Authors: Aouada, Djamila
Advisors: Professor Hamid Krim, Committee Chair
Keywords: Manifold theory
3D shape comparison
Object classification
Differential geometry
Issue Date: 27-Apr-2009
Degree: PhD
Discipline: Electrical Engineering
Abstract: The increasing size and complexity of data often invokes the extraction of information from their reduced representations while preserving their inherent structure. In this thesis, we explore the statistical, geometric and topological intrinsic information contained in high dimensional data. We focus on applications related to 3-dimensional objects, and model their 2-dimensional surfaces using compact curved-skeletal models that we refer to as “squigraphs†. These models are multi-level representations that superpose global topological and local geometric 3D shape descriptors. Squigraphs are subsequently used for classification, and ensure a high discrimination between in-class 3-dimensional shapes. The extraction of squigraphs starts by sampling the surface of an object for a resulting set of curves. This may be accomplished by defining an appropriate intrinsic characteristic function on the surface itself, referred to as a Morse function; which we use in a two-phase approach. To ensure the invariance of the final representation to isometric transforms, we choose the Morse function to be an intrinsic global geodesic function. The first phase is a coarse representation through a reduced topological Reeb graph. We use it for a meaningful decomposition of shapes into primitives. At the second phase, we add detailed geometric information by tracking the evolution of Morse function’s level curves along each primitive.
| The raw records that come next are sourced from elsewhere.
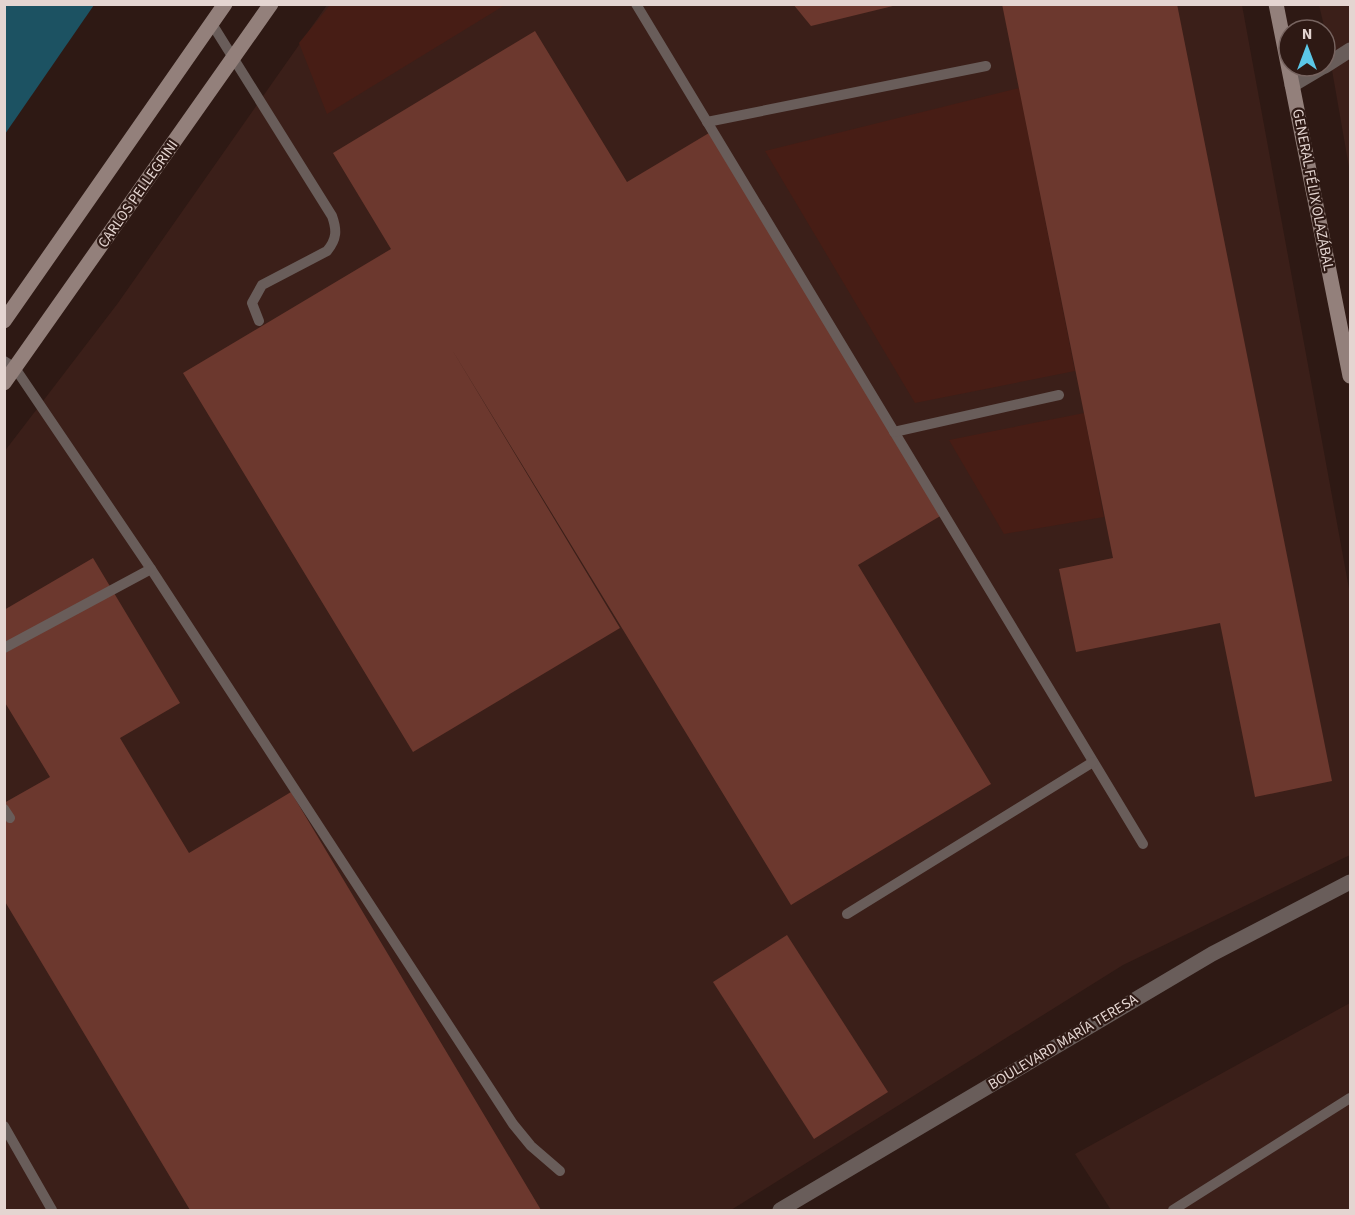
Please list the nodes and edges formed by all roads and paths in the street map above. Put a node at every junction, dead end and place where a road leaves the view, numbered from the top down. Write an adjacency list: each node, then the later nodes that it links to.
1 (225, 4): 5 (main road)
2 (271, 4): 7 (main road, CARLOS PELLEGRINI)
3 (636, 4): 12 (lane)
4 (1276, 4): 11 (main road, GENERAL FÉLIX OLAZÁBAL)
5 (212, 24): 7 (lane); 13 (main road)
6 (1350, 50): 8 (street)
7 (234, 57): 14 (lane); 15 (main road, CARLOS PELLEGRINI)
8 (1337, 58)
9 (986, 66): 12 (lane)
10 (1304, 78): 11 (street)
11 (1292, 85): 16 (main road, GENERAL FÉLIX OLAZÁBAL)
12 (707, 122): 19 (lane)
13 (4, 321)
14 (259, 321)
15 (10, 365): 17 (main road, CARLOS PELLEGRINI); 20 (lane)
16 (1350, 376)
17 (4, 383)
18 (1059, 395): 19 (lane)
19 (894, 432): 22 (lane)
20 (151, 569): 21 (lane); 28 (lane)
21 (4, 648)
22 (1093, 762): 23 (lane); 25 (lane)
23 (1143, 844)
24 (1350, 882): 30 (street, BOULEVARD MARÍA TERESA)
25 (847, 914)
26 (1350, 1098): 31 (lane)
27 (4, 1126): 29 (lane)
28 (560, 1172)
29 (52, 1210)
30 (780, 1210)
31 (1173, 1210)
We then embed the manifold corresponding to this evolution of curves into R3, and obtain a simple space curve. We further define a Riemannian metric to quantitatively compare the geometry of shapes. We point the flexibility of our techniques for other applications, namely, face recognition, behavioral modeling, and sensor network data analysis. While all these applications face the same curse of dimensionality, we show that they may be formalized under similar geometrical settings.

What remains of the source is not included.